We hold each other for a long while, chatting about everything and nothing: music, work, kids, family, and friends. His trip home and what’s waiting for him there.

Then it’s time for me to leave.

After we’re dressed, he walks me outside to my car. Each step closer is like a death knell in my head. I don’t want to go. I find myself wishing for a miracle, for time to stand still. Just a little longer, I plead with whomever might be listening up there beyond the starry night sky.

If there’s an answer, I certainly don’t hear it.

I’m shaking by the time we reach the driver’s side door, the cold air cutting through my clothing like a sharp blade. My teeth chatter, prohibiting coherent speech, but there’s nothing to say that hasn’t already been said back in that room.

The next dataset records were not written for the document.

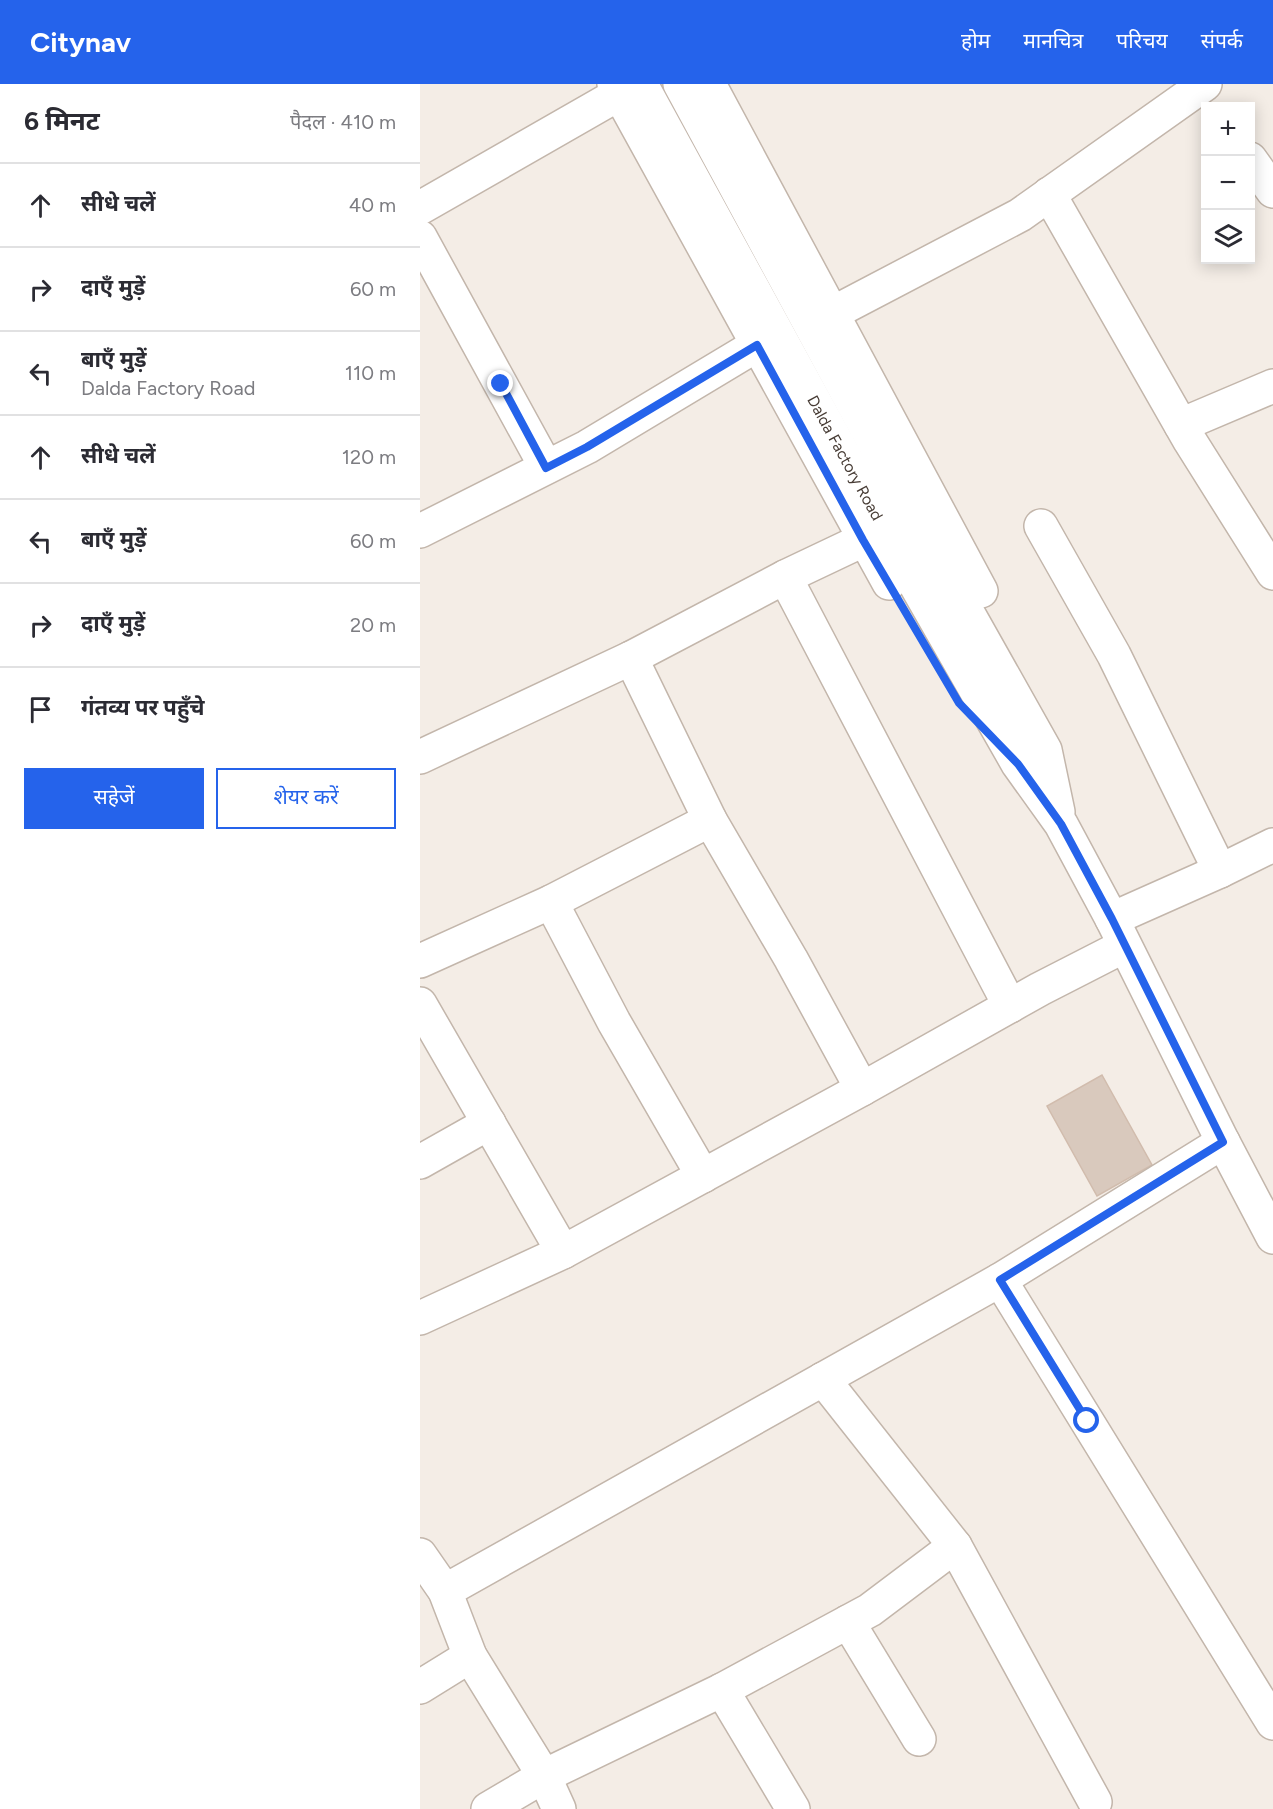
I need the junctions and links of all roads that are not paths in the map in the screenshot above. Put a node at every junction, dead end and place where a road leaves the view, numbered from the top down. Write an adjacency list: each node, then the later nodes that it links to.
1 (680, 84): 22 (street, Dalda Factory Road)
2 (709, 84): 10 (street)
3 (625, 87): 8 (street); 11 (street); 22 (street, Dalda Factory Road)
4 (1206, 93): 7 (street)
5 (1255, 165): 6 (street)
6 (1273, 191)
7 (1049, 194): 10 (street); 13 (street)
8 (420, 208)
9 (420, 237): 14 (street)
10 (832, 313): 22 (street)
11 (757, 345): 14 (street); 17 (street)
12 (1273, 386): 13 (street)
13 (1181, 425): 18 (street)
14 (546, 468): 16 (street)
15 (1041, 526): 25 (street)
16 (420, 531)
17 (863, 540): 19 (street); 22 (street)
18 (1273, 573)
19 (785, 577): 20 (street); 30 (street)
20 (631, 658): 21 (street); 23 (street)
21 (420, 757)
22 (1031, 757): 27 (street, Dalda Factory Road)
23 (710, 820): 26 (street); 31 (street)
24 (1273, 845): 25 (street)
25 (1220, 871): 27 (street)
26 (551, 902): 28 (street); 35 (street)
27 (1118, 932): 30 (street); 33 (street, Dalda Factory Road)
28 (420, 961)
29 (420, 1004): 32 (street)
30 (1010, 1006): 31 (street)
31 (862, 1089): 35 (street)
32 (489, 1123): 34 (street); 37 (street)
33 (1223, 1142): 36 (street, Dalda Factory Road); 38 (street)
34 (420, 1162)
35 (703, 1176): 37 (street)
36 (1273, 1237)
37 (563, 1252): 39 (street)
38 (1000, 1280): 40 (street); 48 (street)
39 (420, 1318)
40 (823, 1379): 41 (street); 43 (street)
41 (955, 1546): 44 (street); 51 (street)
42 (420, 1555): 43 (street)
43 (445, 1591): 45 (street)
44 (848, 1622): 47 (street); 49 (street)
45 (470, 1656): 46 (street); 50 (street)
46 (420, 1687)
47 (722, 1690): 50 (street); 54 (street)
48 (1273, 1723)
49 (919, 1739)
50 (544, 1776): 52 (street); 53 (street)
51 (1093, 1807)
52 (488, 1809)
53 (559, 1809)
54 (793, 1809)

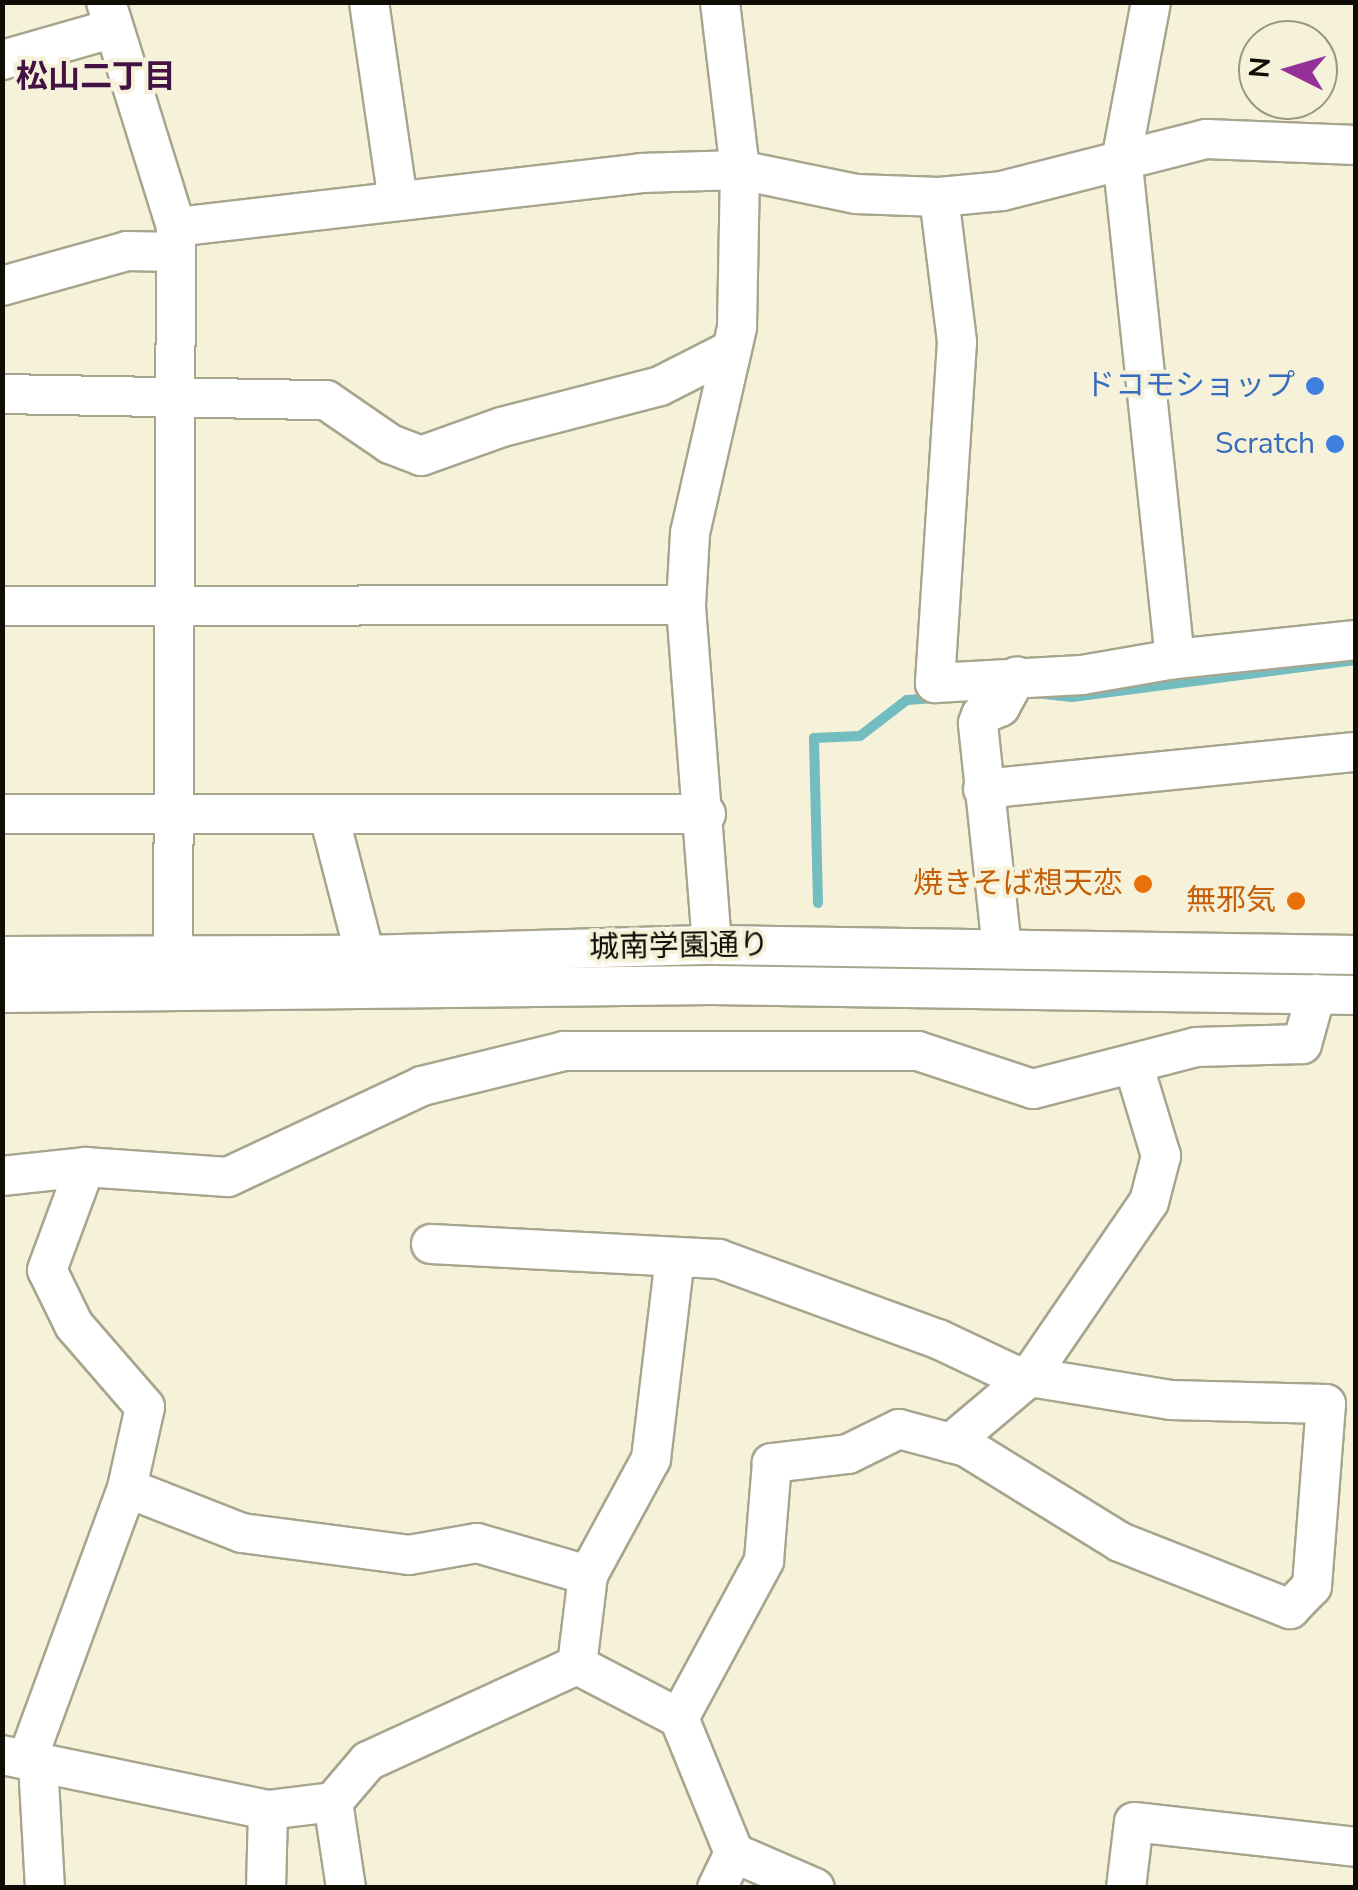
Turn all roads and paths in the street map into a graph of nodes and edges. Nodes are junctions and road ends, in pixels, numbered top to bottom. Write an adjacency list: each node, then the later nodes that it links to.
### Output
1 (369, 2): 10 (street)
2 (720, 2): 8 (street)
3 (1151, 2): 7 (street)
4 (110, 15): 5 (street); 11 (street)
5 (2, 60)
6 (1356, 145): 7 (street)
7 (1122, 156): 9 (street); 20 (street)
8 (740, 170): 9 (street); 10 (street); 13 (street)
9 (939, 196): 21 (street)
10 (398, 201): 11 (street)
11 (175, 240): 12 (street); 15 (street)
12 (2, 286)
13 (731, 350): 15 (street); 16 (street)
14 (2, 394): 15 (street)
15 (176, 398): 18 (street)
16 (686, 605): 18 (street); 26 (street)
17 (2, 606): 18 (street)
18 (174, 606): 25 (street)
19 (1356, 640): 20 (street)
20 (1175, 659): 21 (street)
21 (1008, 692): 23 (street)
22 (1356, 752): 23 (street)
23 (983, 789): 29 (street)
24 (2, 814): 25 (street)
25 (171, 814): 27 (street); 33 (street)
26 (706, 814): 27 (street); 28 (street)
27 (329, 816): 32 (street)
28 (712, 945): 29 (street, 城南学園通り); 32 (street, 城南学園通り)
29 (1002, 950): 30 (street, 城南学園通り)
30 (1356, 954)
31 (2, 956): 33 (street, 城南学園通り)
32 (365, 956): 33 (street, 城南学園通り)
33 (173, 974): 34 (street, 城南学園通り); 35 (street, 城南学園通り)
34 (2, 993)
35 (1316, 994): 36 (street, 城南学園通り); 37 (street)
36 (1356, 996)
37 (1132, 1063): 38 (street); 42 (street)
38 (85, 1168): 39 (street); 45 (street)
39 (2, 1176)
40 (431, 1244): 41 (street)
41 (675, 1257): 42 (street); 46 (street)
42 (1029, 1376): 43 (street); 44 (street)
43 (1340, 1403): 44 (street)
44 (952, 1443): 48 (street)
45 (127, 1488): 46 (street); 49 (street)
46 (588, 1576): 47 (street)
47 (577, 1665): 48 (street); 50 (street)
48 (679, 1718): 53 (street)
49 (22, 1759): 51 (street); 54 (street)
50 (333, 1802): 51 (street); 56 (street)
51 (268, 1810): 55 (street)
52 (1356, 1847): 59 (street)
53 (734, 1853): 57 (street); 58 (street)
54 (45, 1888)
55 (266, 1888)
56 (346, 1888)
57 (717, 1888)
58 (815, 1888)
59 (1126, 1888)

I don’t want to leave. He doesn’t want to me to go. I want him to stay.

Stepping into me, Alejandro wraps his arms around my shoulders and curves around me, bowing my back as he hugs me tight to his chest. His height pushes my head back, straining my neck and cutting off my air supply. It’s uncomfortable, and yet I’d rather pass out from lack of oxygen than ever allow this moment to end.

Just a little longer.

When he pulls back, we look into each other’s eyes for several heartbeats. No words are needed. Except three that threaten to push from my throat.

No. It’s too soon.

“You’d better come back.” My words float on the night air, a threat as much as a plea. I don’t want to hear his reply, afraid of what he might say. My gut says this is the last time we’ll see each other, and that’s terrifying. So I grab hold of his face with both hands and pull him down to me, and I kiss him for all I’m worth. I push everything into that kiss: my desire, my passion, my heart.

Don’t leave.

“I should go.”

His eyes dart between mine, glinting in the faint light of the parking lot. “Drive safe.”

“I will.”

“Promise me.” He pecks my lips with his.

“Promise.”

He smiles, and there’s a touch of sadness to it that creates a twinge in my chest. Without another word spoken between us, I turn around, open the car door, and then I’m on my way.

Now I know what bittersweet truly means.

8

Two weeks later…

Alejandro was on a plane the very next morning. He texted me the moment he touched down and every moment, day and night, for days afterward. We did some heavy flirting, expressed our longing for one another—then Alejandro made a confession.